Cultura

Napoli, riscoperto alla Biblioteca Nazionale uno scritto di Giacomo Leopardi: a 16 anni studiava l’opera di Giuliano l’Apostata

Un "quadernetto" - formato da quattro mezzi fogli, ripiegati nel mezzo così da ottenere otto facciate - in cui sono riportati circa 160 autori antichi e tardo antichi, ognuno dei quali seguito da una serie di riferimenti numerici (oltre 550). È stato identificato dagli studiosi Marcello Andria e Paola Zito, che su questa scoperta hanno scritto 'Leopardi e Giuliano imperatore. Un appunto inedito dalle carte napoletane' (Le Monnier Università, 2022)

Un “quadernetto” – formato da quattro mezzi fogli, ripiegati nel mezzo così da ottenere otto facciate – in cui sono riportati circa 160 autori antichi e tardo antichi, ognuno dei quali seguito da una serie di riferimenti numerici (oltre 550). Si tratta di un autografo di Giacomo Leopardi del 1814, quando il poeta recanatese aveva 16 anni, identificato dagli studiosi Marcello Andria e Paola Zito, che ne hanno curato la pubblicazione nel volume Leopardi e Giuliano imperatore. Un appunto inedito dalle carte napoletane (Le Monnier Università, 2022).

Nel manoscritto – passato finora inosservato e conservato nel Fondo Leopardiano della Biblioteca Nazionale di Napoli – Leopardi studia la figura di Flavio Claudio Giuliano, l’ultimo sovrano latino dichiaratamente pagano, soprannominato – per l’appunto – Giuliano l’Apostata, che regnò dal 360 al 363 dopo Cristo. Grazie alla biblioteca del padre, il conte Monaldo, in cui erano custoditi migliaia di volumi, il giovane letterato – che soltanto l’anno prima aveva iniziato a studiare il greco da autodidatta – si accosta alla lettura dell’opera omnia dell’imperatore neoplatonico, ricorrendo all’autorevole edizione di Ezechiel Spanheim, apparsa a Lipsia nel 1696.

Il periodo in cui Leopardi comincia a leggere Giuliano rappresenta una tappa significativa nel percorso di rivalutazione della figura dell’Apostata, offuscata a lungo dalla condanna quasi unanime degli storici fino alla metà del XVI secolo, riscoperta nel Settecento ad opera soprattutto degli illuministi (Montesquieu, Diderot, Voltaire) ma accolta in Italia fra attestazioni di stima e dichiarata ostilità.
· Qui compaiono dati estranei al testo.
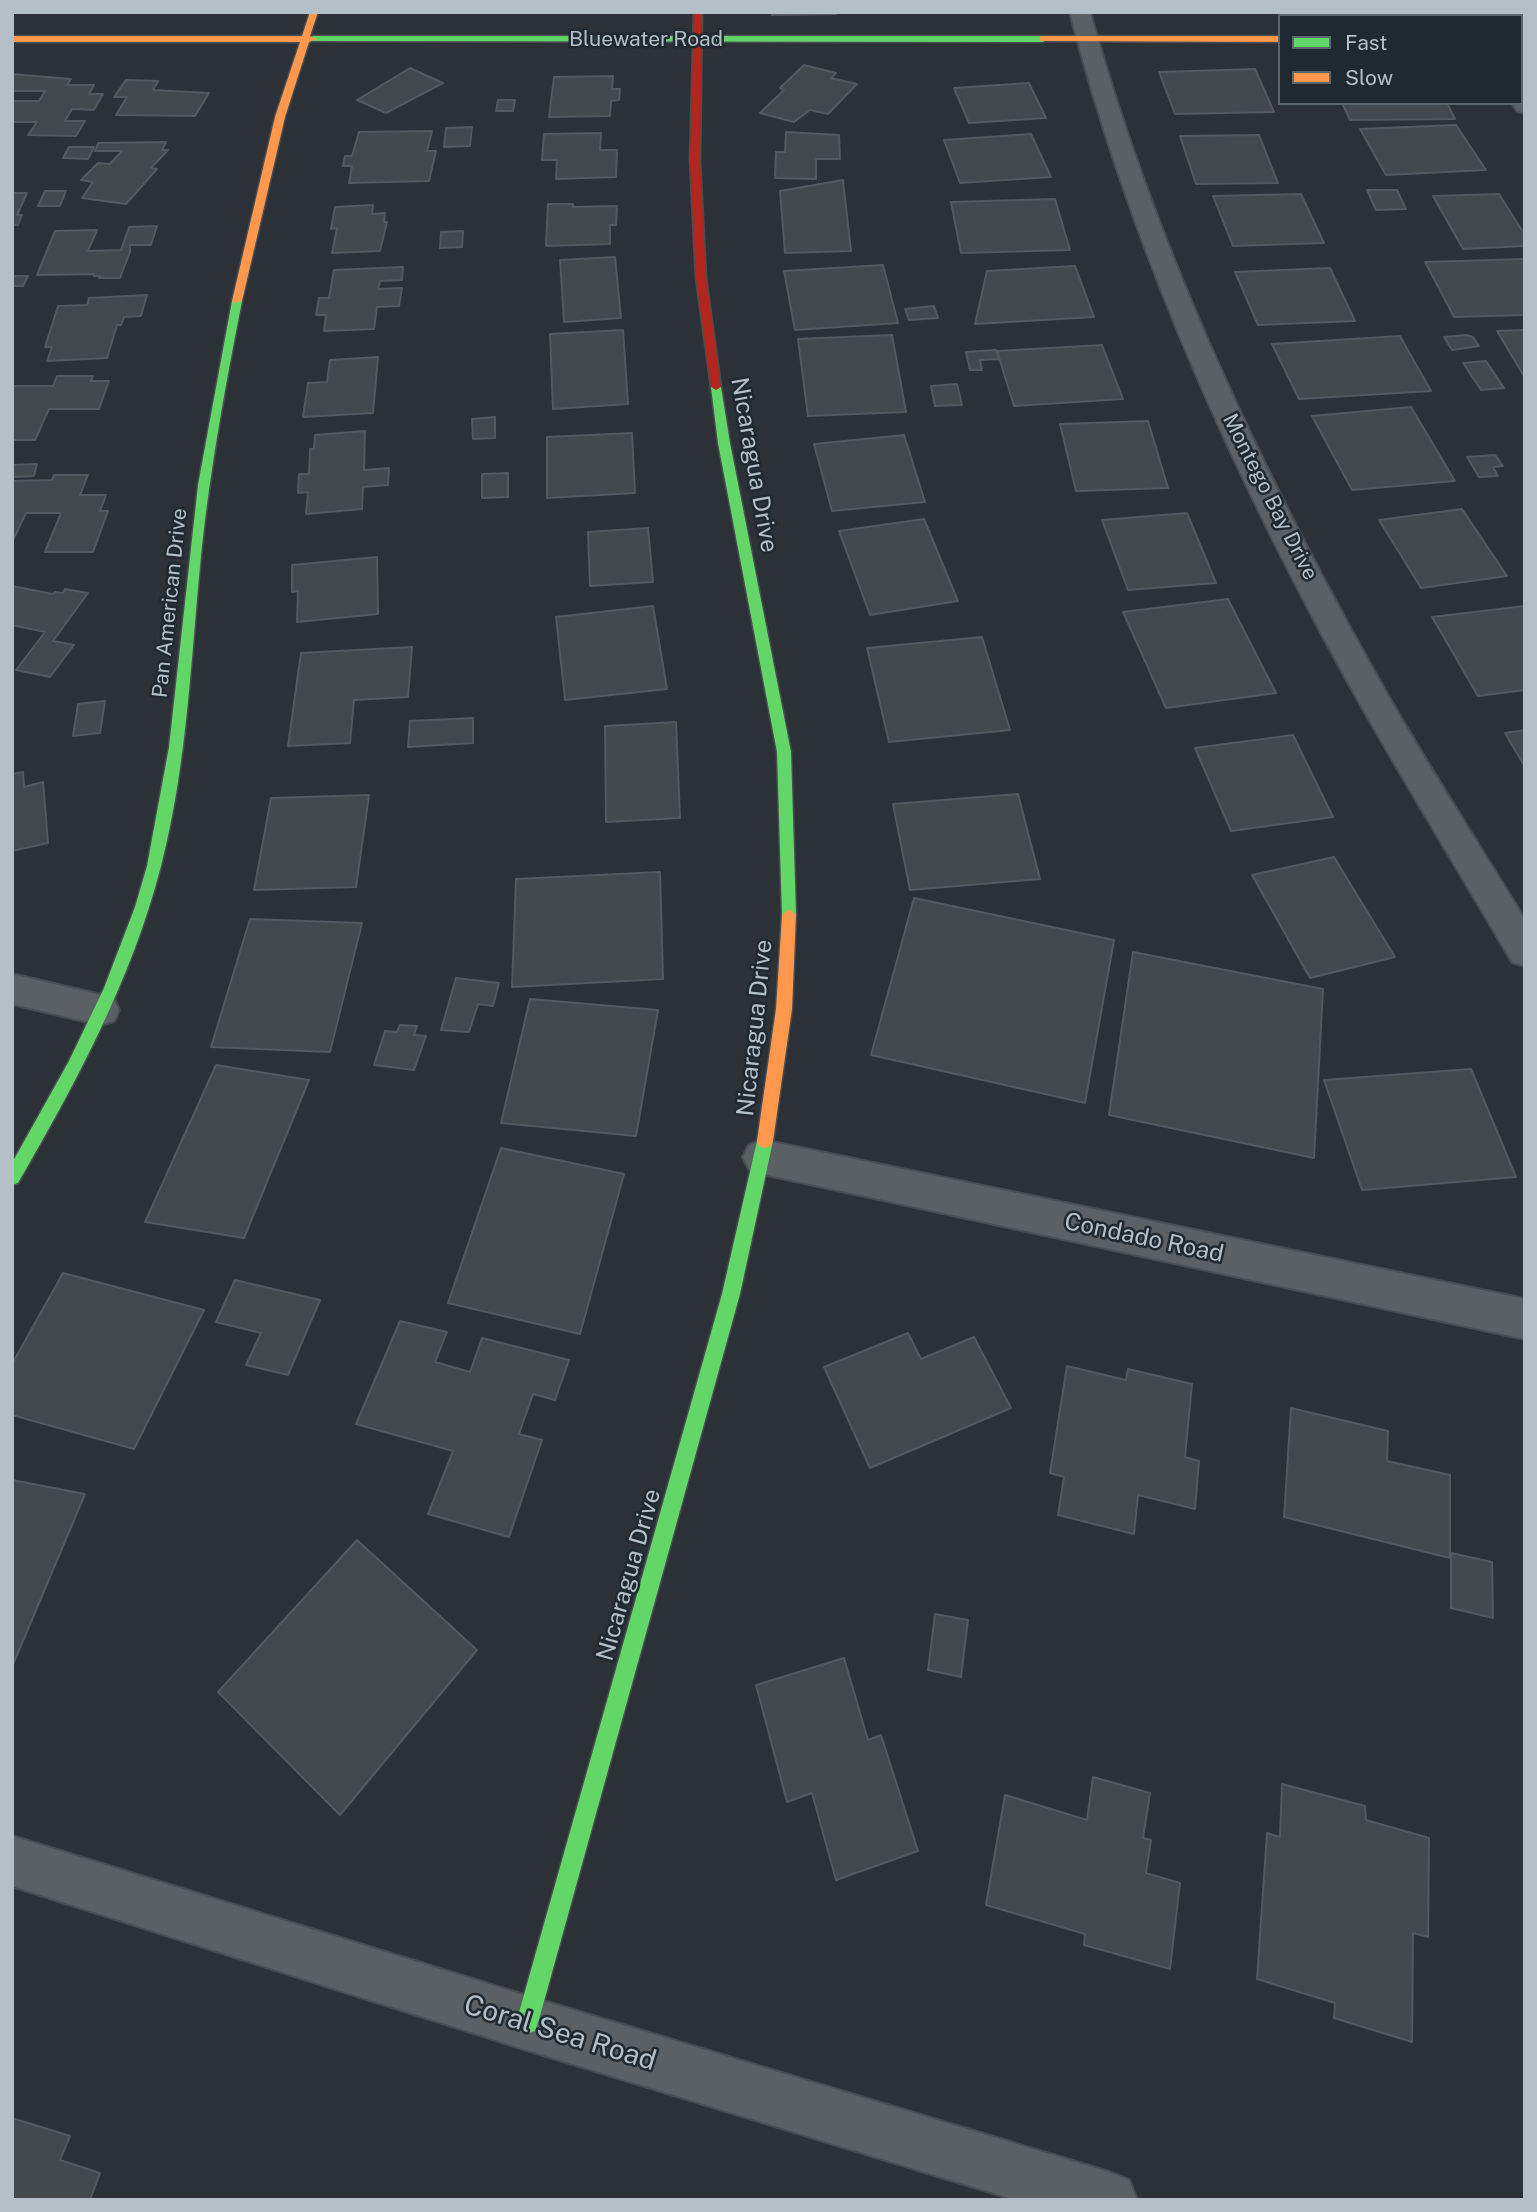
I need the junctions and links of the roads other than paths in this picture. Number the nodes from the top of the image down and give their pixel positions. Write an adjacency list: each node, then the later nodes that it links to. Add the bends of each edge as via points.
1 (314, 12): 5 (street, Pan American Drive)
2 (698, 12): 7 (street, Nicaragua Drive)
3 (1083, 26): 6 (street, Bluewater Road); 7 (street, Bluewater Road); 8 (street, Montego Bay Drive, via 1104,102 1153,237 1269,502 1355,666)
4 (12, 39): 5 (street, Bluewater Road)
5 (304, 39): 7 (street, Bluewater Road); 10 (street, Pan American Drive, via 266,170 223,371 198,528 178,742 161,836 143,902)
6 (1278, 39)
7 (697, 41): 11 (street, Nicaragua Drive, via 695,196 701,278 724,443 778,711 787,789 790,886 784,1009)
8 (1525, 952)
9 (12, 989): 10 (street)
10 (101, 1010): 12 (street, Pan American Drive)
11 (763, 1157): 13 (street, Condado Road); 15 (street, Nicaragua Drive, via 731,1294)
12 (12, 1178)
13 (1525, 1319)
14 (12, 1861): 15 (street, Coral Sea Road)
15 (527, 2024): 16 (street, Coral Sea Road)
16 (1109, 2200)

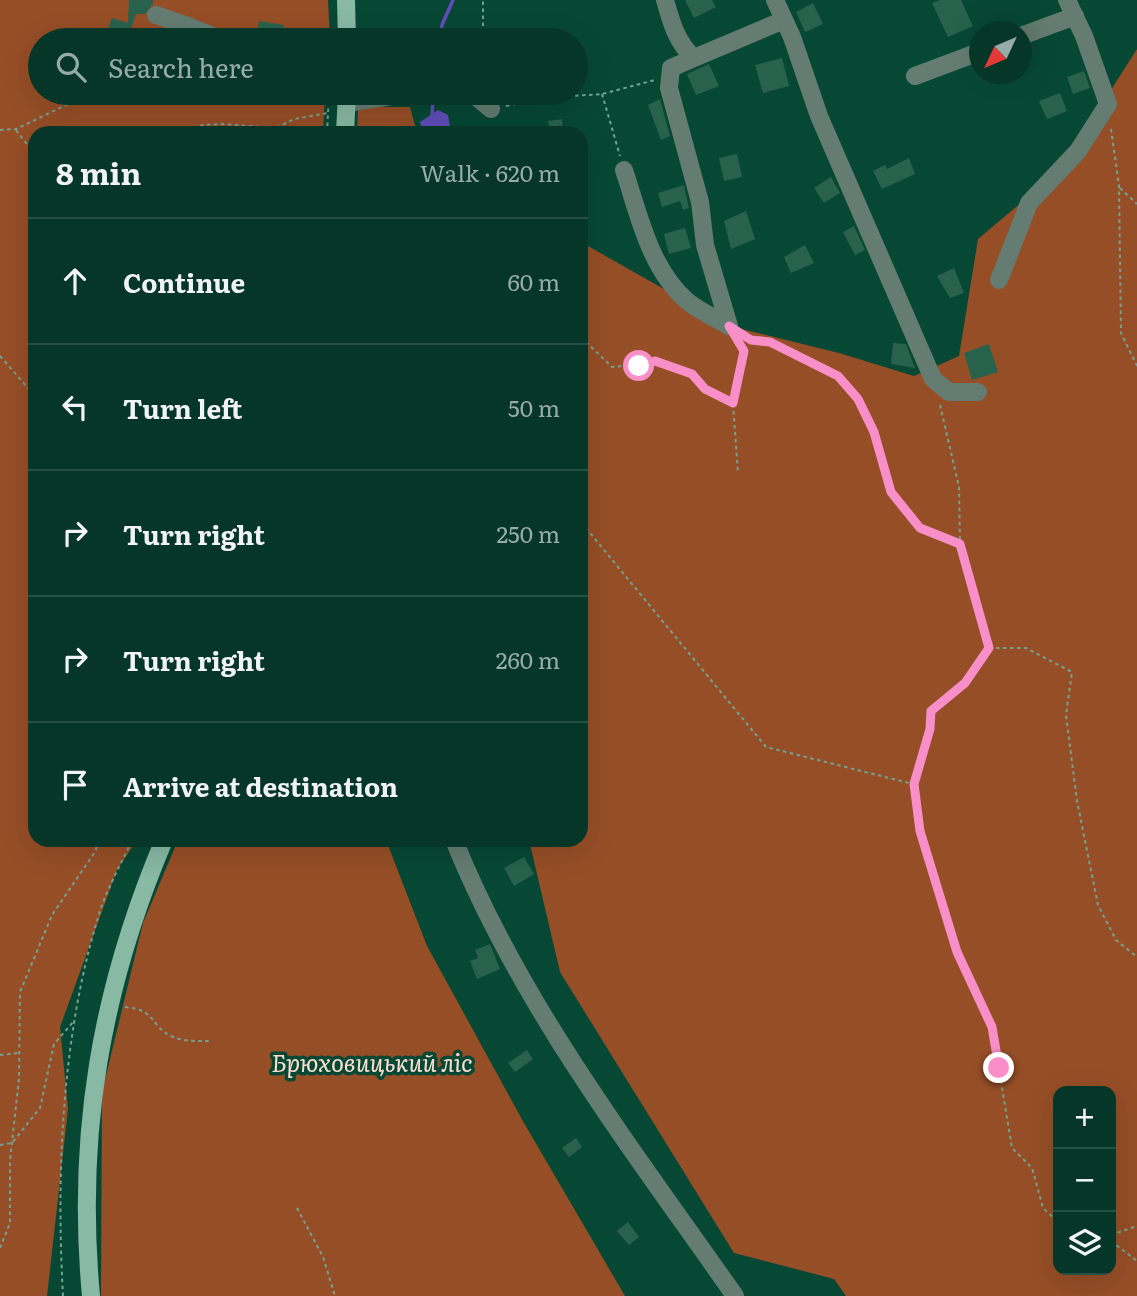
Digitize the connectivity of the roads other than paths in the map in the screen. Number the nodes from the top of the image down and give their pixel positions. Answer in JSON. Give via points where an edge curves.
{"nodes":[{"id":1,"x":346,"y":0,"type":"edge"},
{"id":2,"x":665,"y":0,"type":"edge"},
{"id":3,"x":775,"y":0,"type":"edge"},
{"id":4,"x":1071,"y":8,"type":"edge"},
{"id":5,"x":156,"y":15,"type":"dead end"},
{"id":6,"x":784,"y":20,"type":"junction"},
{"id":7,"x":188,"y":26,"type":"junction"},
{"id":8,"x":184,"y":28,"type":"edge"},
{"id":9,"x":193,"y":28,"type":"edge"},
{"id":10,"x":347,"y":28,"type":"edge"},
{"id":11,"x":1032,"y":30,"type":"edge"},
{"id":12,"x":969,"y":56,"type":"edge"},
{"id":13,"x":694,"y":58,"type":"junction"},
{"id":14,"x":915,"y":76,"type":"dead end"},
{"id":15,"x":347,"y":105,"type":"edge"},
{"id":16,"x":486,"y":105,"type":"edge"},
{"id":17,"x":491,"y":109,"type":"road end"},
{"id":18,"x":345,"y":126,"type":"edge"},
{"id":19,"x":624,"y":170,"type":"road end"},
{"id":20,"x":999,"y":280,"type":"dead end"},
{"id":21,"x":978,"y":392,"type":"dead end"},
{"id":22,"x":161,"y":847,"type":"edge"},
{"id":23,"x":457,"y":847,"type":"edge"},
{"id":24,"x":91,"y":1296,"type":"edge"},
{"id":25,"x":735,"y":1296,"type":"edge"}],
"edges":[{"from":1,"to":10,"type":"main road"},
{"from":2,"to":13,"type":"street","via":[[684,50]]},
{"from":3,"to":6,"type":"street"},
{"from":4,"to":11,"type":"street"},
{"from":4,"to":20,"type":"street","via":[[1108,104],[1078,151],[1030,203]]},
{"from":5,"to":7,"type":"street"},
{"from":6,"to":13,"type":"street"},
{"from":6,"to":21,"type":"street","via":[[820,116],[933,379],[949,392]]},
{"from":7,"to":8,"type":"street"},
{"from":7,"to":9,"type":"street"},
{"from":12,"to":14,"type":"street"},
{"from":13,"to":19,"type":"street","via":[[671,68],[669,88],[729,326],[689,303],[668,282]]},
{"from":15,"to":18,"type":"main road"},
{"from":16,"to":17,"type":"street"},
{"from":22,"to":24,"type":"main road","via":[[129,929],[100,1040],[87,1209]]},
{"from":23,"to":25,"type":"street","via":[[476,895],[576,1069]]}]}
Richiami all’opera di Giuliano l’imperatore ricorreranno anche in altre opere leopardiane: in particolare nelle Operette morali (nei Detti memorabili di Filippo Ottonieri), nello Zibaldone e in alcune esercitazioni di carattere filologico.

“Oltre che investigare le finalità dell’operazione, i contributi del volume si prefiggono lo scopo di focalizzare al meglio il senso del binomio Giacomo-l’Apostata, un rapporto che sfida la longue durée, declinandolo in prospettiva decisamente interdisciplinare“, si legge nella quarta di copertina del libro di Andria e Zito. “Le riflessioni sono condotte sul filo di disamine storiche, filosofiche – dal IV secolo d.C. all’Illuminismo e oltre – e filologiche, volte, queste ultime, a indagare nelle pieghe di un tessuto lessicale e concettuale denso e significativo”, conclude la nota.